- TASK PROMPT -
Print each entry precisely; exclude the pictures.

- DATA TO EXAMINE -
-- Opening Marker --
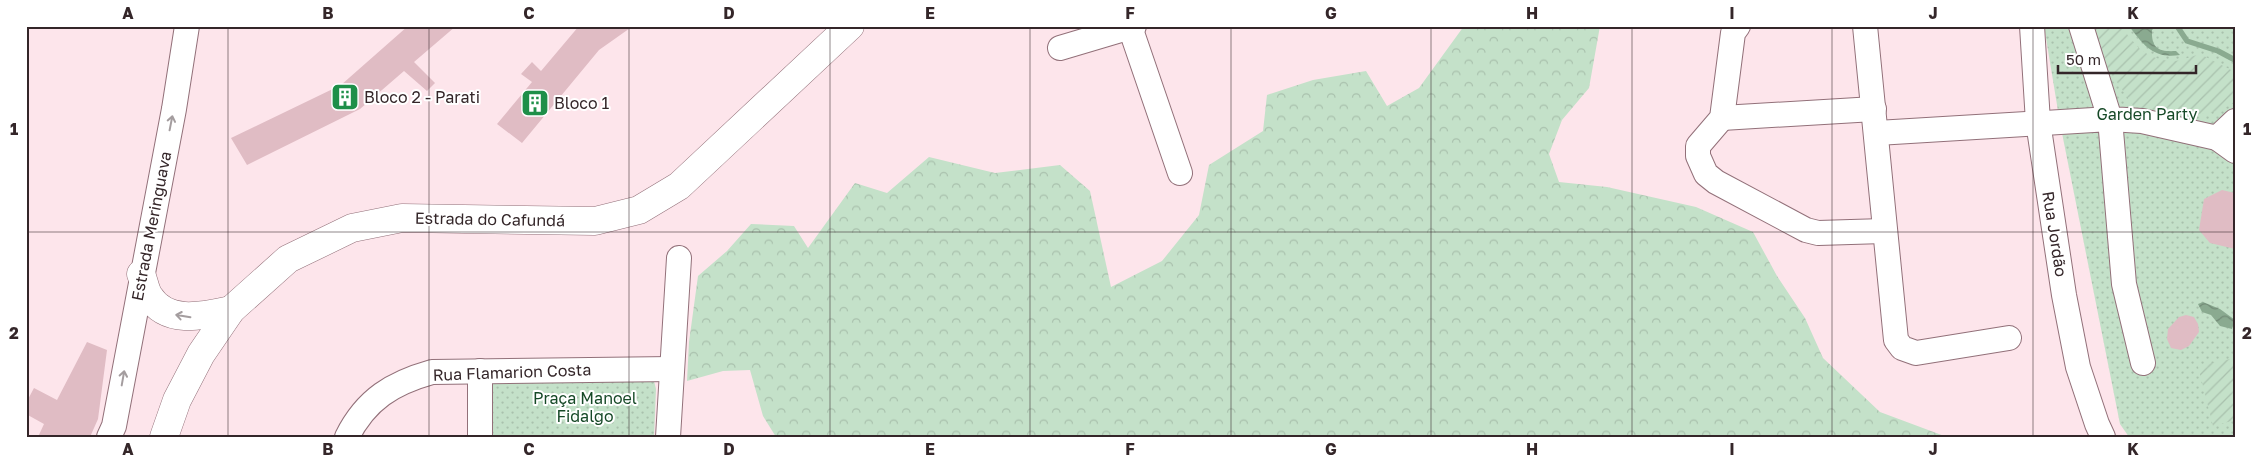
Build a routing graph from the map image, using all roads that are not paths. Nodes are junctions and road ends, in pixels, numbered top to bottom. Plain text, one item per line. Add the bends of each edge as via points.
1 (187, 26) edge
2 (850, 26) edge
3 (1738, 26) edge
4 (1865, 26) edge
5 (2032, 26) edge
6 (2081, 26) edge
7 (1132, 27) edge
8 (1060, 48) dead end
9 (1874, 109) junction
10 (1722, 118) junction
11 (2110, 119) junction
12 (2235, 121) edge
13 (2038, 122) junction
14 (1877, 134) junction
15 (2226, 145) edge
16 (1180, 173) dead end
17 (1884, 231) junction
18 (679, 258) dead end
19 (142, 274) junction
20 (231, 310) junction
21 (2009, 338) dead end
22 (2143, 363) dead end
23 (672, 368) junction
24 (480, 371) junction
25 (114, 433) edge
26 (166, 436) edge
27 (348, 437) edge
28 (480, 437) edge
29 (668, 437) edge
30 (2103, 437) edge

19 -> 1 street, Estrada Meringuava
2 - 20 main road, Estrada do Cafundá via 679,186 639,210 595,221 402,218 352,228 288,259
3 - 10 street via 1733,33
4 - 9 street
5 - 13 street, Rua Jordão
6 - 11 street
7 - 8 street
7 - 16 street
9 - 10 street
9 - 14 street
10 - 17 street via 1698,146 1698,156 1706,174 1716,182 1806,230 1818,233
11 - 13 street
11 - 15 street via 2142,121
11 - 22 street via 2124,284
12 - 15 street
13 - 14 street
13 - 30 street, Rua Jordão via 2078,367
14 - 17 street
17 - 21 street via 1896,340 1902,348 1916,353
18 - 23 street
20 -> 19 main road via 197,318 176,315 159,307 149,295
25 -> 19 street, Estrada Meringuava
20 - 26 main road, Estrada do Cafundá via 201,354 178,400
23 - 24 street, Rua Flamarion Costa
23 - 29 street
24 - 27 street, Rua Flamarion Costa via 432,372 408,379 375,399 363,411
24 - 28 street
-- Closing Marker --
- SOLUTION TO THE EXERCISE -
Build a routing graph from the map image, using all roads that are not paths. Nodes are junctions and road ends, in pixels, numbered top to bottom. Plain text, one item per line. Add the bends of each edge as via points.
1 (187, 26) edge
2 (850, 26) edge
3 (1738, 26) edge
4 (1865, 26) edge
5 (2032, 26) edge
6 (2081, 26) edge
7 (1132, 27) edge
8 (1060, 48) dead end
9 (1874, 109) junction
10 (1722, 118) junction
11 (2110, 119) junction
12 (2235, 121) edge
13 (2038, 122) junction
14 (1877, 134) junction
15 (2226, 145) edge
16 (1180, 173) dead end
17 (1884, 231) junction
18 (679, 258) dead end
19 (142, 274) junction
20 (231, 310) junction
21 (2009, 338) dead end
22 (2143, 363) dead end
23 (672, 368) junction
24 (480, 371) junction
25 (114, 433) edge
26 (166, 436) edge
27 (348, 437) edge
28 (480, 437) edge
29 (668, 437) edge
30 (2103, 437) edge

19 -> 1 street, Estrada Meringuava
2 - 20 main road, Estrada do Cafundá via 679,186 639,210 595,221 402,218 352,228 288,259
3 - 10 street via 1733,33
4 - 9 street
5 - 13 street, Rua Jordão
6 - 11 street
7 - 8 street
7 - 16 street
9 - 10 street
9 - 14 street
10 - 17 street via 1698,146 1698,156 1706,174 1716,182 1806,230 1818,233
11 - 13 street
11 - 15 street via 2142,121
11 - 22 street via 2124,284
12 - 15 street
13 - 14 street
13 - 30 street, Rua Jordão via 2078,367
14 - 17 street
17 - 21 street via 1896,340 1902,348 1916,353
18 - 23 street
20 -> 19 main road via 197,318 176,315 159,307 149,295
25 -> 19 street, Estrada Meringuava
20 - 26 main road, Estrada do Cafundá via 201,354 178,400
23 - 24 street, Rua Flamarion Costa
23 - 29 street
24 - 27 street, Rua Flamarion Costa via 432,372 408,379 375,399 363,411
24 - 28 street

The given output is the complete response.